- Occupations: Broadcaster, journalist, editor
- Years active: 1980–present
- Known for: 3RRR, Rhythms Magazine
- Awards: Order of Australia

= Brian Wise =

Australian radio presenter

Brian Wise is an Australian music journalist and broadcaster based in Murrumbeena, Victoria. He is best known for his program Off The Record on Australian community radio station 3RRR.

==Biography==

Brian Wise was one of the co-founders of Monash University's 3MU student radio station in 1972, and worked as a broadcaster at Melbourne's community radio station 3PBS between 1980 and 1987, when he started hosting Off The Record at 3RRR.

Off The Record started in November 1987 and aired Sunday nights until a Saturday morning slot became available in 1989, where it has remained since. The show features Americana/roots music and interviews with local and international guests.

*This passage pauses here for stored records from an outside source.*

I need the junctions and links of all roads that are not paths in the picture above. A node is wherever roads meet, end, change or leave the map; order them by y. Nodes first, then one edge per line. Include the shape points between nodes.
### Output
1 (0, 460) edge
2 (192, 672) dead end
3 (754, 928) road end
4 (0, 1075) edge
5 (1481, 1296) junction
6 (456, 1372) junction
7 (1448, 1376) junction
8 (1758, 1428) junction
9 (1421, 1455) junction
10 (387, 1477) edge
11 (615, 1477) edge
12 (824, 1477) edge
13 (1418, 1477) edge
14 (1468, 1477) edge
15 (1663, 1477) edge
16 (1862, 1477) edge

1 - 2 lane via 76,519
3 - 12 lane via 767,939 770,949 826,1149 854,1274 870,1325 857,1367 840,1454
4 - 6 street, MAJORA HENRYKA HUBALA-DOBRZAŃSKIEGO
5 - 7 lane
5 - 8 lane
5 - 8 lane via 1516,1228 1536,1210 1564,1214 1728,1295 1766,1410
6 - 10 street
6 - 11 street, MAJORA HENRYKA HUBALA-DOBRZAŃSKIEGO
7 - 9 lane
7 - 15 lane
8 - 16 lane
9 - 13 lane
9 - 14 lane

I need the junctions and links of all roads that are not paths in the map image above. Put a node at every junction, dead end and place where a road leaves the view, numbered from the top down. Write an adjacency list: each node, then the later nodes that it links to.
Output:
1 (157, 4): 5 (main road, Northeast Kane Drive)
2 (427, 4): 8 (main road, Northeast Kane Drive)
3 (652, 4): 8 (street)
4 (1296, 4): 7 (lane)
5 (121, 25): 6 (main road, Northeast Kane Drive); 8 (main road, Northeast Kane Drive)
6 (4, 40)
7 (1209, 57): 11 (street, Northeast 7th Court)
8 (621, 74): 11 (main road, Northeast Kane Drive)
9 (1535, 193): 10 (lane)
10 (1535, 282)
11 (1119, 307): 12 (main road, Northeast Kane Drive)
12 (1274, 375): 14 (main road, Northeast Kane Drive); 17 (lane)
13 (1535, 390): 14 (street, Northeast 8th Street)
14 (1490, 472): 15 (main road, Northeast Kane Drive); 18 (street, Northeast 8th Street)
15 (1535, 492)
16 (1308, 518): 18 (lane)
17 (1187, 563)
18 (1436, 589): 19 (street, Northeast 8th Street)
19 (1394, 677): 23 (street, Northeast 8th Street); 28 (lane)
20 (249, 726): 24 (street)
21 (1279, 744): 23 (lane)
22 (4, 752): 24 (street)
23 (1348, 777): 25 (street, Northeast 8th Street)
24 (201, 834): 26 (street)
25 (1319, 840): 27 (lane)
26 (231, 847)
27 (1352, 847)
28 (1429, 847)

In 1992 Wise founded the roots music magazine Rhythms Magazine after he visited the New Orleans Jazz and Heritage Festival and noticed the city had two monthly roots music magazines of their own, while Melbourne had none. Initially he had to work other jobs to fund the magazine, and later sold Rhythms in 2005. But after stepping away for several years he took back ownership in 2018.

Between 1997 and 2003 Wise was editor for the Australian edition of the online music magazine Addicted To Noise which twice won the national ONYA Award in 1999 and 2000 for Best Online Music Magazine. He also presented dig on the Radio with Michael MacKenzie on ABC Local Radio during summer between 2003 – 2006, and was a contributor to the ABC's Dig! website.

Wise has continued to host his weekly music program Off The Record on Saturday mornings, featuring news, reviews and interviews with local and international guests. The program has been called praised as one of the most popular on 3RRR, thanks to Wise being one of the few journalists covering roots music when the program begun. A one-hour version of Off The Record is also broadcast weekly to over 45 stations on Australia's Community Radio Network via satellite.

Outside of radio, Wise worked as a teacher of screen and media studies at Holmesglen TAFE, and previously reviewed music for The Sunday Age newspaper and The New Daily.

==Awards and achievements==

- Vanguard Award from Americana Music Association for continued commitment to the Americana genre (2018)
- Order of Australia for service to the broadcast media (2021)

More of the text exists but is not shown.